You’ve put in the time at the gym and a rest day is now upon you! While some people look forward to and can’t wait for their rest days, for others, this isn’t quite how the situation plays out.
If you’re a self-professed gym-addict, you may heavily despise these days. Rest days can be hard if you love exercise, but as part of any good workout program, they are a must.
Sadly, some people aren’t making the most out of their rest days because they make a few critical mistakes along the way.
Let’s take a closer look at the biggest do’s and don’ts to remember as you gear up for the rest day ahead.
Do Keep Your Nutrition Up
Perhaps the biggest mistake that’s commonly made on rest days is cutting way back on nutrition. You might think that since you aren’t burning calories in the gym like you normally would be, this means you should just cut way back on how many carbs and calories you consume.
Not so fast! Remember that your body still needs those calories for proper repair and recovery. Short yourself too much and you won’t be rebuilding your muscle tissues back as you should.
While it’s understandable you might cut your carbs back by up to 50 grams or so on days you don’t workout if you are aiming for fat loss, don’t reduce back much more than this. And, remember to keep your protein intake up as it’s this nutrient that will provide the raw materials the muscles need for repair and rebuilding.

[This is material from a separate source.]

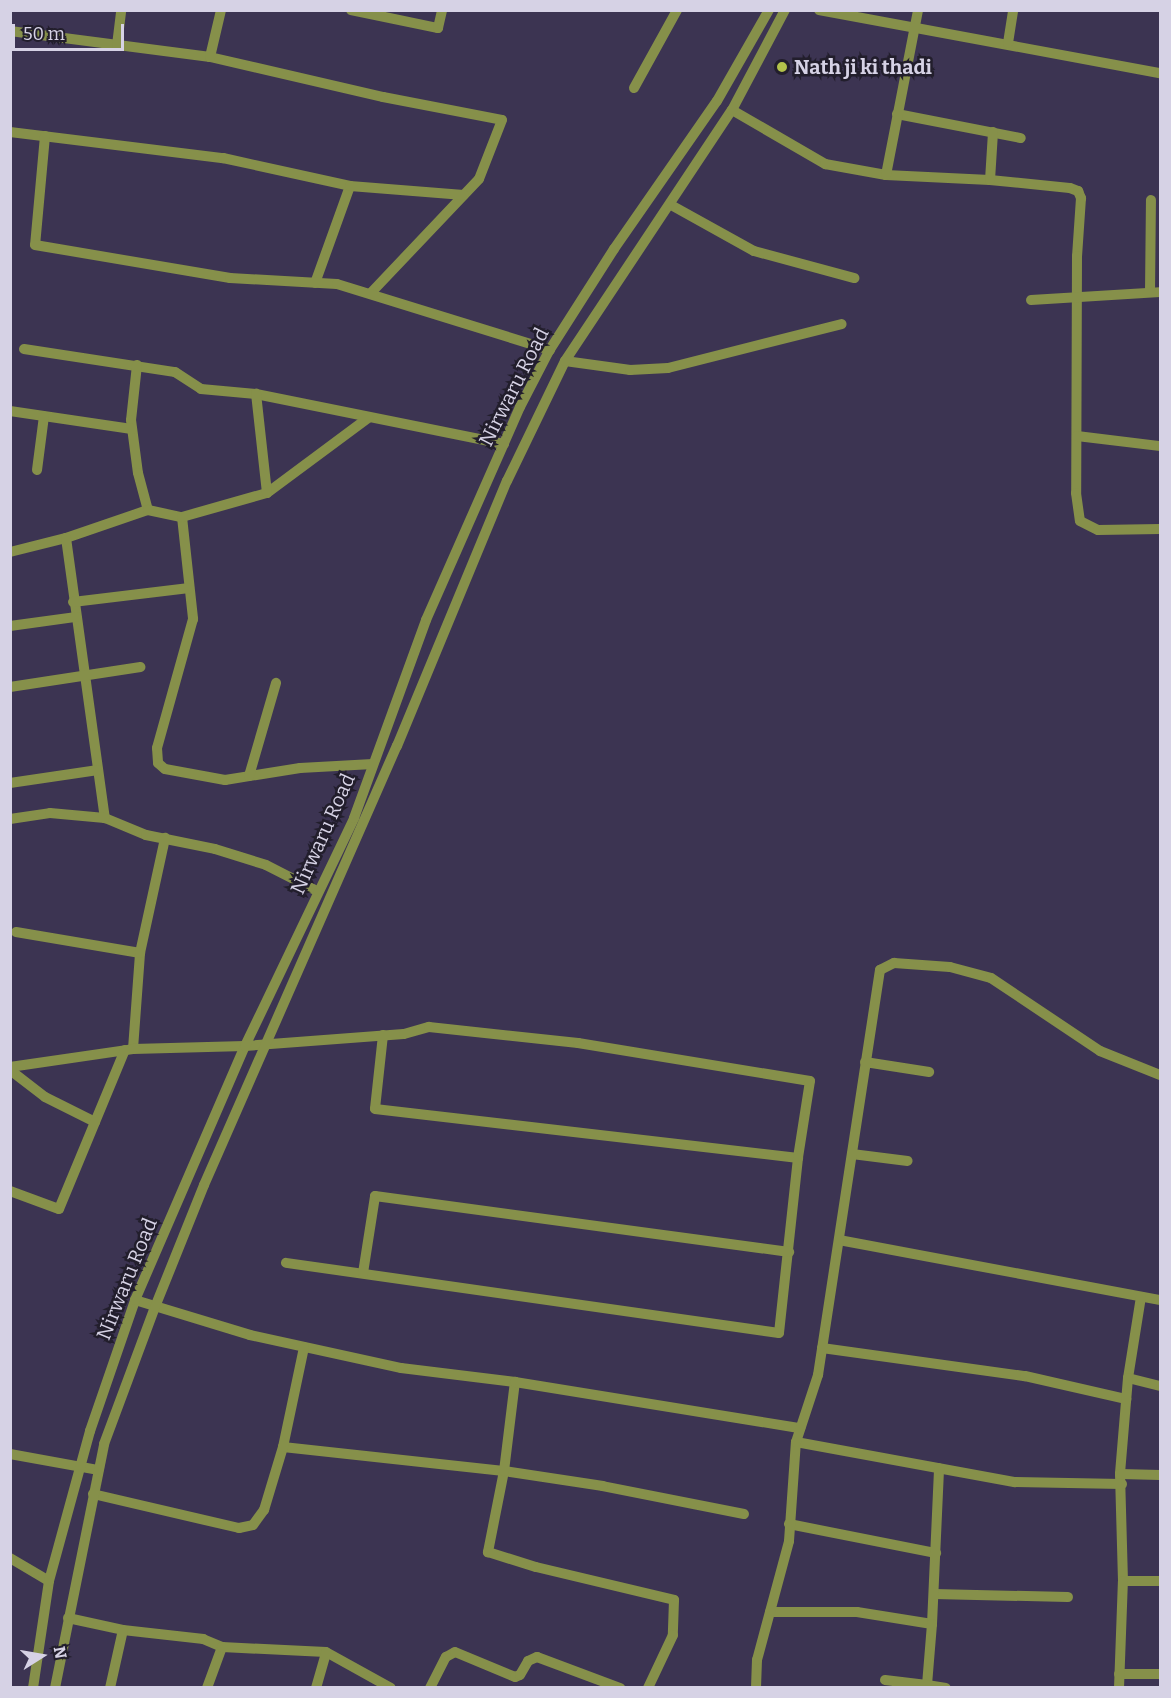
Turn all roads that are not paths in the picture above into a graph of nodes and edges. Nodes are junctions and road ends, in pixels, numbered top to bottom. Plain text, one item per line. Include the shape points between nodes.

Check out this video for more on the importance of rest days.
Don’t Hit The Gym For An Easy Cardio Session
You might think…. “I’ll just hit the gym for an easy cardio session today.” This would be a big mistake. If you are a gym-addict, chances are good once you’re there on that treadmill, you’ll be giving it all you’ve got and turn that easy session into a full blown workout.
Rest days are meant to rest. There’s nothing wrong with getting some movement in, but focus on low-intensity leisure activity. Think a walk around the block or an easy bike ride with your significant other and/or kids if you have them.
Any form of activity that you do perform should not be structured like a typical workout session.
Do Prioritize Sleep
The next must-do when it comes to your rest days is making sure that you are prioritizing your sleep. I get it – you’re busy. You have a million and one things to get through on your to-do list and it never gets done.
But, if you sacrifice sleep, your performance on everything in life will decrease and you won’t be getting good workouts in the next day.
Take the time that you would normally spend at the gym and do something productive so you can get to sleep earlier that night and get an extra hour or so in. this will really help to kick up your recovery rate and maximize how good you feel the next day.
When you sleep, your body goes into overdrive, repairing the damaged muscle tissues from the previous day.
What’s more, studies suggest that sleep and obesity may be linked as lack of sleep decreases your resting metabolic rate, your insulin sensitivity, and it can increase your food cravings for sugary foods.
Here are some tips to help you sleep better and faster.
Don’t Stress About Losing Your ‘Gains’
Another mistake that many people make is stressing out that they’re going to lose all their progress because they took a day off. Remember, you didn’t get into shape in a day and you certainly aren’t going to get out of shape in a day either.
It takes a lot longer than one day to start losing the results you’ve trained so hard for, so take comfort in knowing you will not be losing fitness as you rest up for one day.
In fact, most people will find the opposite. When they do come back to the gym after one – even two days off, they feel stronger than ever before and really notice progress has been made.
If you stress out too much about taking this time off, you’re just going to release a high level of the stress hormone cortisol, which pretty much hampers the entire recovery process.
Relax. Remember that you will be just fine. Rest is a key part of any good workout program.
Do Treat Yourself To A Massage
To help you rest up, you might consider treating yourself to a massage. This is a great way to get those deep muscle fibers that may be tense and sore from all the workouts you’ve been doing.
Getting a massage every so often is a great way to prevent injuries from occurring, which may set in if those muscles are left to be tense.
If you can’t afford to go for a regular massage, not to worry. You can reap similar benefits from foam rolling. Get out a foam roller and spend 10-15 minutes rolling out your tense muscles.
Don’t Neglect Full Week’s Off
Finally, as important as it is for you to take one day off per week, don’t neglect the fact that rest weeks are also important. After every 3-4 months of steady training, give yourself an entire week off.
Book a holiday so that you aren’t thinking about the fact you aren’t training at the time. Some extended time off is a great way to really give your body a chance to heal and to come back feeling stronger than ever before.
So keep these rules in mind as you go about your next rest day. If you treat your rest days with the same importance as you would any other training day, you’ll be seeing better results because of it.
Taheri, Shahrad, et al. "Short sleep duration is associated with reduced leptin, elevated ghrelin, and increased body mass index." PLoS Med 1.3 (2004): e62.